CENTENNIAL: S&P Global Ratings raised long-term issuer credit rating on Centene Corp. (the holding company of the group) to ‘BBB-‘ from ‘BB+’.

At the same time, S&P raised long-term financial strength ratings on Centene’s core insurance companies to ‘A-‘ from ‘BBB+’. The outlook is stable.

The upgrade reflects credit-quality improvements at Centene. “We had put our ratings on Centene on a positive outlook in May 2018. At that time, we had stated that we would raise the ratings if Centene met our expectations for geographic and product diversification, profitability (3%-4% return on revenue), and capitalization (‘BBB’ level as per our capital model). Centene has met those upgrade triggers, and we expect it to maintain those metrics in the future,” S&P said in a release.

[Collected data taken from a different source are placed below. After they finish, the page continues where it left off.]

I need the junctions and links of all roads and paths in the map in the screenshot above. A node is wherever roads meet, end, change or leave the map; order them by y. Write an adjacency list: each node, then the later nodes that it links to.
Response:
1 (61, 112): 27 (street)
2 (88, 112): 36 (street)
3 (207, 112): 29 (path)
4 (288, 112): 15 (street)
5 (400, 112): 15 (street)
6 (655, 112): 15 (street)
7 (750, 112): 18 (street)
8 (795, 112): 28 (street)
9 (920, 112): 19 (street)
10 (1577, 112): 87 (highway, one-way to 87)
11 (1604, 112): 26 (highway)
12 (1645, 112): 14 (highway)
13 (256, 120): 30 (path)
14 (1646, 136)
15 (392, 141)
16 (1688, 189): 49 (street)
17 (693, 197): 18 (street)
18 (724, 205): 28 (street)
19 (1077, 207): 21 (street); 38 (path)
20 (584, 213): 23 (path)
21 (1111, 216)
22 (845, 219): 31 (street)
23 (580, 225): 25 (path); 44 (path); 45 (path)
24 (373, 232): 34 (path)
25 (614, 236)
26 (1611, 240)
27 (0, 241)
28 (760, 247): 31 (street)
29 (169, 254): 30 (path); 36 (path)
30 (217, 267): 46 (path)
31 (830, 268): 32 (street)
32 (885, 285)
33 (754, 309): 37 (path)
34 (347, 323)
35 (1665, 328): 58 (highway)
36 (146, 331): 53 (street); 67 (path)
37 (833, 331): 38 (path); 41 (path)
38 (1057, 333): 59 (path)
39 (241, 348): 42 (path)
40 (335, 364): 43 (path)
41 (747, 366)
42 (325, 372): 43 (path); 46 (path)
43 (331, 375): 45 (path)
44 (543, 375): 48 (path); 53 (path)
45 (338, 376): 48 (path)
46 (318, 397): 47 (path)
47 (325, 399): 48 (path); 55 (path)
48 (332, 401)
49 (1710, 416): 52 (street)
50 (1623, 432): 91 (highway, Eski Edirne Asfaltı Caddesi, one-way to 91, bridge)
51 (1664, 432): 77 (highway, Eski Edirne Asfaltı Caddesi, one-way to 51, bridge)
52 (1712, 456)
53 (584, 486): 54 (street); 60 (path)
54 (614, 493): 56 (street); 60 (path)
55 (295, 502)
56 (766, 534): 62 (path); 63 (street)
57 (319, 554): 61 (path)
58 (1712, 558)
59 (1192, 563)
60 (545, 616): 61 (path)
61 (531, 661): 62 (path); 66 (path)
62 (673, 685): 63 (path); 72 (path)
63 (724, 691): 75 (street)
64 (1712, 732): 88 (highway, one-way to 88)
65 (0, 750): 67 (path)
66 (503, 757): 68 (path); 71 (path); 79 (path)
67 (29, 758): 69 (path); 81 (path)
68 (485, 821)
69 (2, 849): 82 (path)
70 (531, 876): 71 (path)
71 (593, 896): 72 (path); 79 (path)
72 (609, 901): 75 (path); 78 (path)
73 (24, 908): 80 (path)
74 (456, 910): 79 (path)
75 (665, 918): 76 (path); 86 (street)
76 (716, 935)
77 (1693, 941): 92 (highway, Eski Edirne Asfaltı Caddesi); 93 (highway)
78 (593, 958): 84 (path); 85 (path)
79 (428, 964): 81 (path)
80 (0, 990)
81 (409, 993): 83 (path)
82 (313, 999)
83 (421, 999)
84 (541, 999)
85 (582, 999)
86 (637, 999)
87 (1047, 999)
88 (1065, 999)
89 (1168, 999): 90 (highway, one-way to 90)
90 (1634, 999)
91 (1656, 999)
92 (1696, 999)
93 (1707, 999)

The outlook is stable. S&P expects Centene to maintain its core market strengths, continue to undertake profitable growth (return on revenue around 3%-4%), and maintain capital adequacy close to the ‘BBB’ level as per insurance capital model. “If the WellCare acquisition is completed, financial leverage will likely increase to 43%-44% from the 38% as of September 2019. However, post-acquisition, our base-case forecast assumes a de-levering trajectory that would bring leverage down to 40% over the next two years”.

“Our base-case forecast for Centene, as well as for all our current ratings in the U.S. health insurance sector, assumes that the Affordable Care Act (ACA) in its current form continues, perhaps with some tweaks but without any major overhaul. We state this knowing that the Texas V. U.S.A. ACA legal challenge is currently being appealed. If ACA is ultimately found unconstitutional, we would revisit our sector forecasts based on that new information.

“We may lower the ratings if Centene cannot de-lever after an acquisition to its long-term target of 35%-40%, if it loses ground in its Medicaid business segment, or if profitability remains consistently below the current levels”. There is limited upside to the ratings over the next 12-24 months.